Japan's decision to counter China's military buildup, including strengthening the defense of its southern islands by purchasing the Bell Boeing V-22 Osprey, is perhaps indicative of how critical the helicopter has become to nations in the Asia-Pacific region.

While only a handful of countries in the region will be able to afford the complex tiltrotor, many of Japan's neighbors also have been taking steps to invest in their helicopter fleets, whether for defense or humanitarian purposes. Programs to procure more-capable utility helicopters are taking priority, with a majority of nations looking to European and U.S. manufacturers to meet their needs. Japan looks set to become the second export customer for the Osprey, after Israel, but Tokyo also is investing in other helicopter capabilities with the recent purchase of its first Izumo-class helicopter destroyer, a 27,000-ton helicopter carrier that is seen by some of its neighbors as one step away from a full-blown aircraft carrier.

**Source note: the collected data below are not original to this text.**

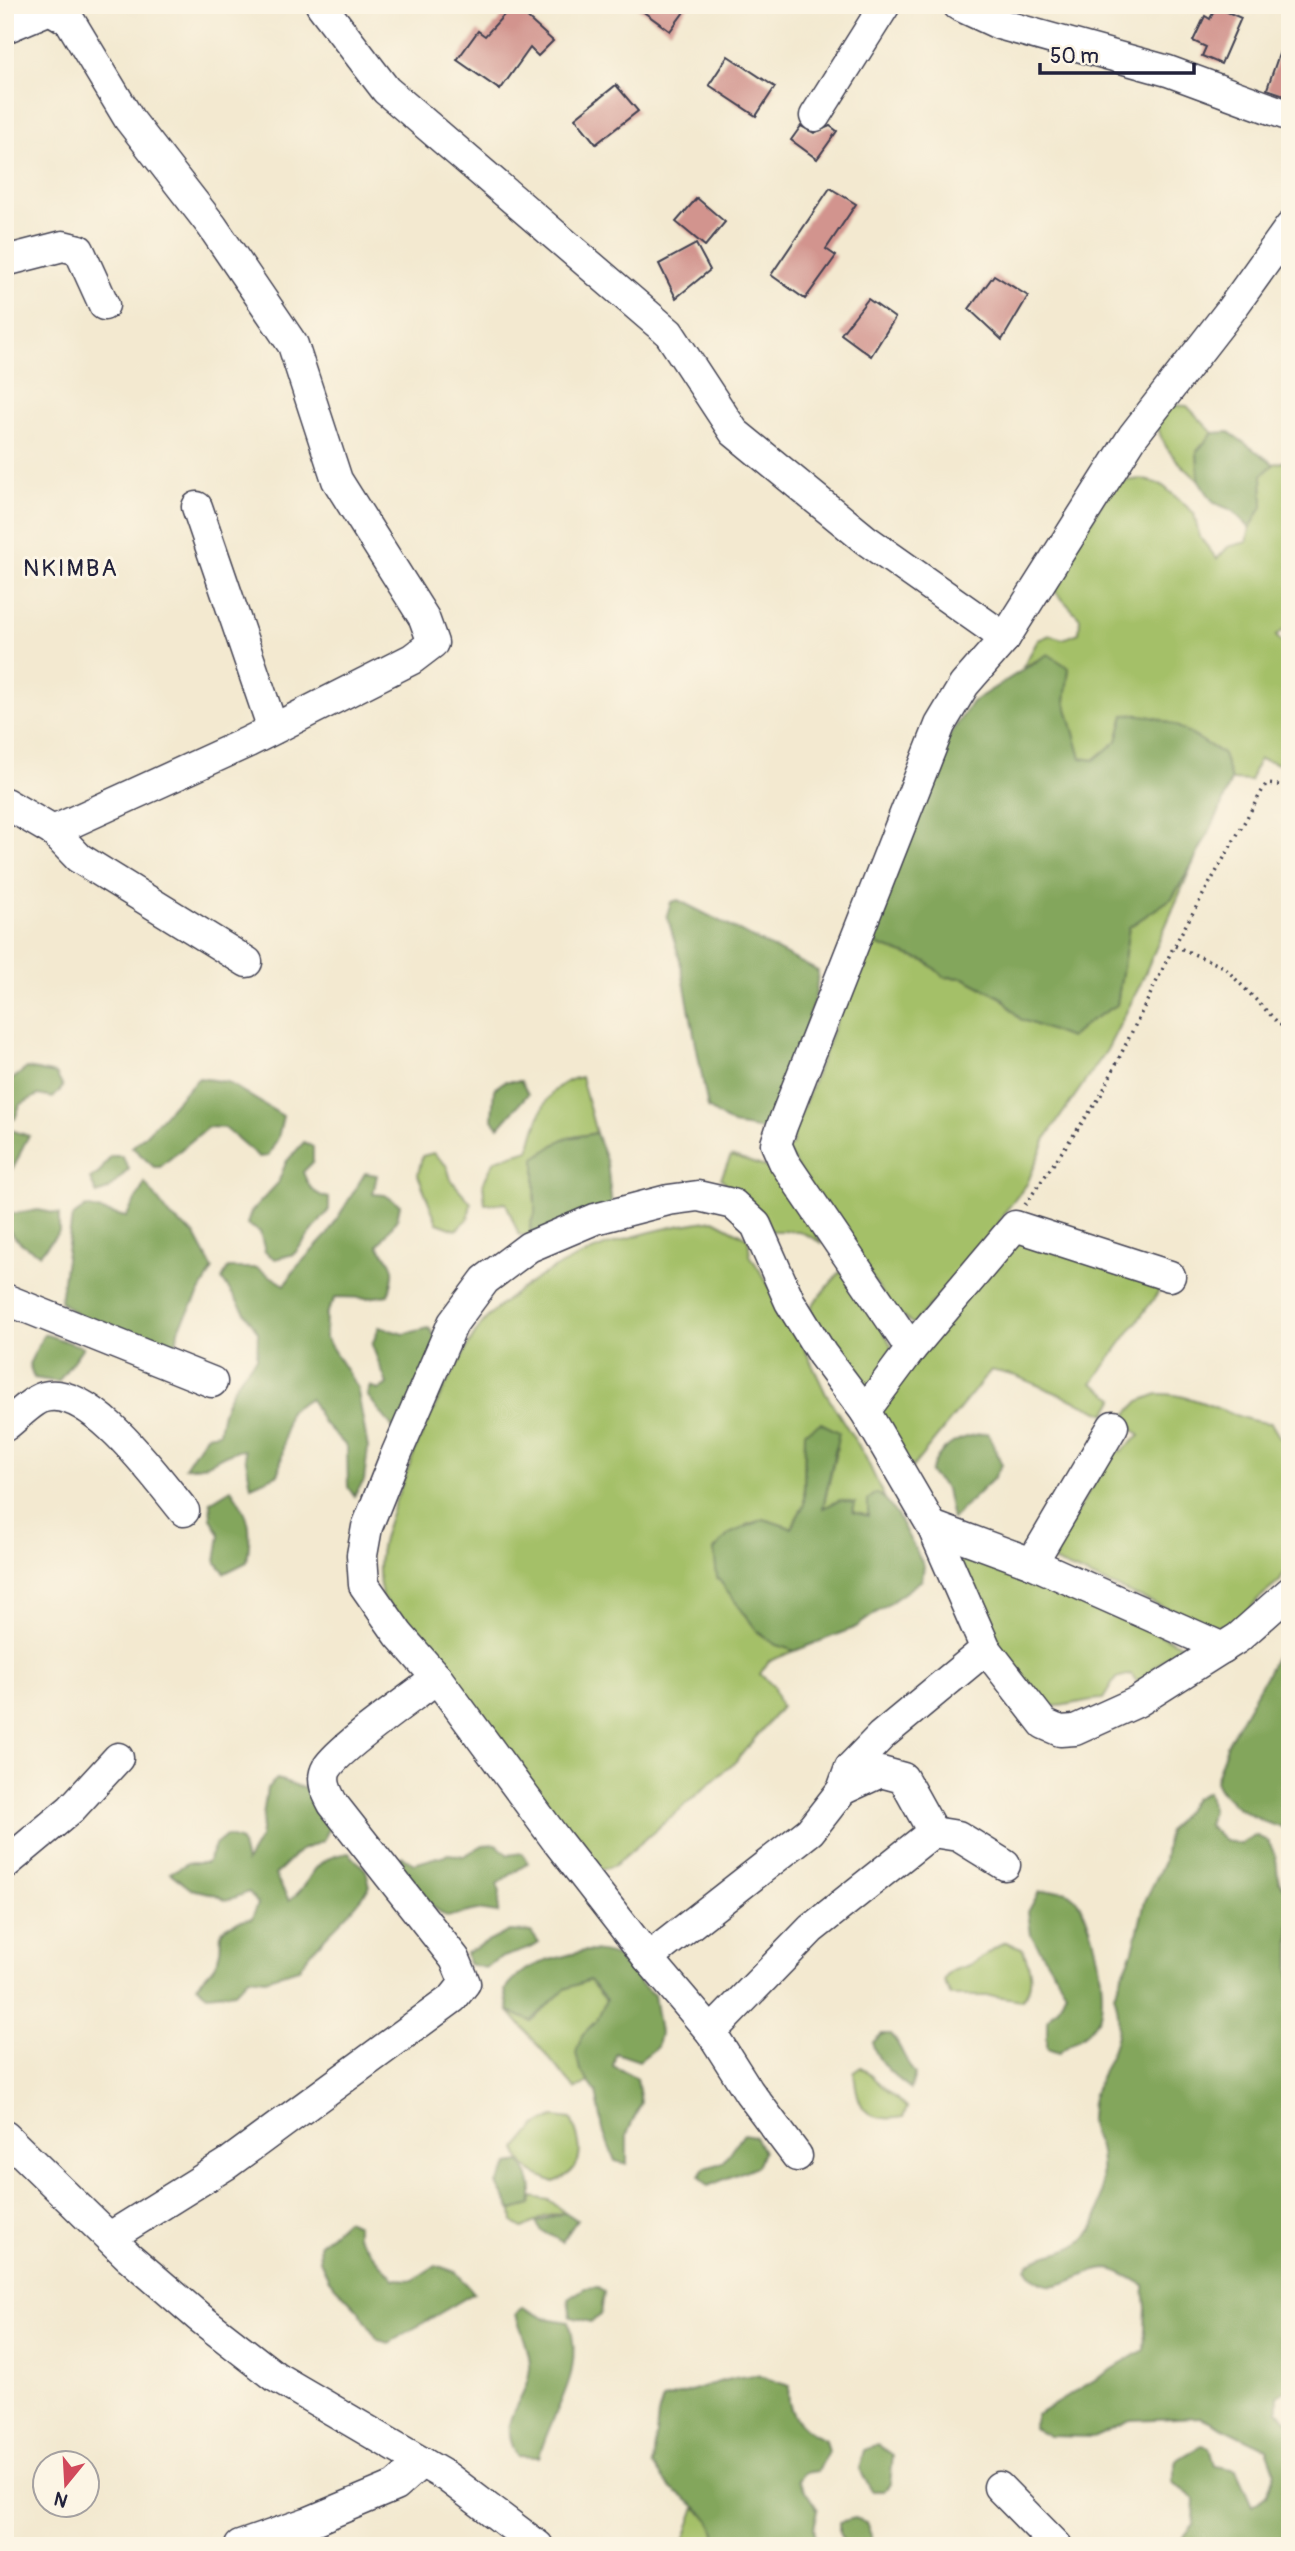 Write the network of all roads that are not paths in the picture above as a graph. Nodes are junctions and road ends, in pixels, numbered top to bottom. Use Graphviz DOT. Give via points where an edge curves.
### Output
graph roads {
  1 [pos="321,5"];
  2 [pos="885,5"];
  3 [pos="958,5"];
  4 [pos="5,29"];
  5 [pos="816,116"];
  6 [pos="1290,116"];
  7 [pos="1290,227"];
  8 [pos="5,261"];
  9 [pos="104,305"];
  10 [pos="197,507"];
  11 [pos="1005,638"];
  12 [pos="273,729"];
  13 [pos="5,803"];
  14 [pos="53,831"];
  15 [pos="247,961"];
  16 [pos="1170,1276"];
  17 [pos="5,1300"];
  18 [pos="911,1349"];
  19 [pos="212,1382"];
  20 [pos="865,1411"];
  21 [pos="5,1426"];
  22 [pos="1113,1426"];
  23 [pos="184,1511"];
  24 [pos="932,1526"];
  25 [pos="1032,1563"];
  26 [pos="1290,1592"];
  27 [pos="1223,1648"];
  28 [pos="986,1649"];
  29 [pos="437,1678"];
  30 [pos="118,1758"];
  31 [pos="842,1790"];
  32 [pos="933,1832"];
  33 [pos="5,1864"];
  34 [pos="1005,1865"];
  35 [pos="648,1958"];
  36 [pos="711,2032"];
  37 [pos="5,2136"];
  38 [pos="797,2156"];
  39 [pos="110,2237"];
  40 [pos="422,2462"];
  41 [pos="999,2487"];
  42 [pos="240,2546"];
  43 [pos="538,2546"];
  44 [pos="1057,2546"];
  1 -- 11 [label="street" via="386,90 668,333 734,432 866,540"];
  2 -- 5 [label="street"];
  3 -- 6 [label="street" via="999,24 1168,72"];
  4 -- 12 [label="street" via="50,9 70,21 129,120 212,226 293,345 337,480 424,618 433,643 412,659"];
  7 -- 11 [label="street" via="1133,436"];
  8 -- 9 [label="street" via="64,246 79,250"];
  10 -- 12 [label="street"];
  11 -- 18 [label="street" via="964,685 940,725 776,1144"];
  12 -- 14 [label="street"];
  13 -- 14 [label="street"];
  14 -- 15 [label="street" via="79,858"];
  16 -- 18 [label="street" via="1015,1226"];
  17 -- 19 [label="street"];
  18 -- 20 [label="street"];
  20 -- 24 [label="street"];
  20 -- 29 [label="street" via="790,1302 756,1225 733,1204 698,1196 668,1200 595,1219 529,1247 485,1280 453,1323 367,1527 362,1555 364,1585"];
  21 -- 23 [label="street" via="43,1397 62,1396 77,1402 118,1432"];
  22 -- 25 [label="street"];
  24 -- 25 [label="street"];
  24 -- 28 [label="street"];
  25 -- 27 [label="street"];
  26 -- 27 [label="street"];
  27 -- 28 [label="street" via="1137,1702 1075,1730 1060,1731 1044,1724"];
  28 -- 31 [label="street" via="881,1736 850,1768"];
  29 -- 35 [label="street"];
  29 -- 39 [label="street" via="326,1769 324,1785 332,1804 455,1959 465,1983 453,1998 227,2164"];
  30 -- 33 [label="street" via="71,1809"];
  31 -- 32 [label="street" via="881,1772 903,1778"];
  31 -- 35 [label="street" via="810,1831"];
  32 -- 34 [label="street" via="958,1836"];
  32 -- 36 [label="street" via="811,1929"];
  35 -- 36 [label="street"];
  36 -- 38 [label="street"];
  37 -- 39 [label="street"];
  39 -- 40 [label="street" via="200,2318 276,2377"];
  40 -- 42 [label="street" via="395,2486"];
  40 -- 43 [label="street"];
  41 -- 44 [label="street"];
}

Japan is a customer for the Boeing AH-64 Apache as well, but acquisition of the aircraft have been slow, with just 13 in service so far out of an original order for around 50. Boeing estimates that this number will now shrink to around 36. Japan also is looking to domestic industry to provide for its helicopter requirements. Like the Apache, introduction of the Kawasaki OH-1 Ninja has been slow due to budgetary concerns, and the type is likely to fall far short of the 200 aircraft production run originally envisaged for the Japan Ground Self-Defense Forces (JGSDF) to replace its OH-6 Loach fleet. An indigenous helicopter is also likely to replace Japan's large UH-1 Huey fleet through the UH-X, which will be developed by Kawasaki in the coming years.

South Korea is taking the indigenous development approach as well, with the introduction of the Korea Aerospace Industries' (KAI) Surion into operational service with the army and, more recently, the country's national police service. The type will replace an aging fleet of Hughes-built MD500 and Bell UH-1H utility helicopters. KAI, which developed the aircraft in conjunction with Eurocopter (now Airbus Helicopters), believes the aircraft has export potential. The type is now being marketed outside Korea by a joint company, KAI-EC, which forecasts that it could sell around 300 export KUHs for military and civil roles in Asia during the next decade.

The type will be joined later by the Light Armed Helicopter (LAH), for which KAI currently is searching for a development partner; this means that the army's helicopter ranks will predominantly feature locally produced helicopters along with a handful of Boeing-built Chinooks and recently ordered AH-64E Apache Block IIIs. Other nations are following South Korea's move toward purchasing attack helicopters. The first AH-64E Apaches for Taiwan recently arrived, and Indonesia has eight aircraft on order. Malaysia is also in the market for an attack helicopter, with Eurocopter hoping to break into the region with its EC665 Tiger following its recent success with a contract for the EC725, to replace that country's fleet of Sikorsky S-61 Nuri utility helicopters.

Thailand's armed forces have also been rapidly investing in new helicopter types in a bid to modernize an aging fleet. However, its procurement process has been rather haphazard, with the purchase of more than five different types in the last five years, with orders for the Airbus UH-72 Lakota and EC725, the AgustaWestland AW139, and Sikorsky's MH-60S and UH-60M Black Hawk.

Despite facing a huge clean-up bill following the disaster of Typhoon Haiyun and a high level of national debt, the Philippines defense ministry has been working to strengthen the country's helicopter capabilities, looking to AgustaWestland to provide AW109 light attack helicopters, and the SW-4 Sokol twin-engined helicopter produced by the company's Polish affiliate, PZL-Swidnik. Vietnam has similarly purchased the EC225 for use by the country's naval air arm.

But while China may be influencing countries to buy Western helicopters, other nations are looking to China. In November, Cambodia took delivery of 12 Harbin Z-9 utility helicopters, while Pakistan operates a maritime variant of the type.

China is now introducing the Z-10 attack helicopter into wider use, while the Z-19—which features a shrouded tail rotor as a result of its experience with the Z-9—is also garnering more attention. Recent images from China show the aircraft with what appears to be a mast-mounted radar system, allowing the use of a Hellfire-like weapon. There have also been recent flights of the so-called Z-20 utility helicopter, equivalent to Sikorsky's Black Hawk, a type that, if mass-produced, could allow the country to reduce its reliance on Russia for types such as the Mi-17 on which the PLA remains heavily reliant.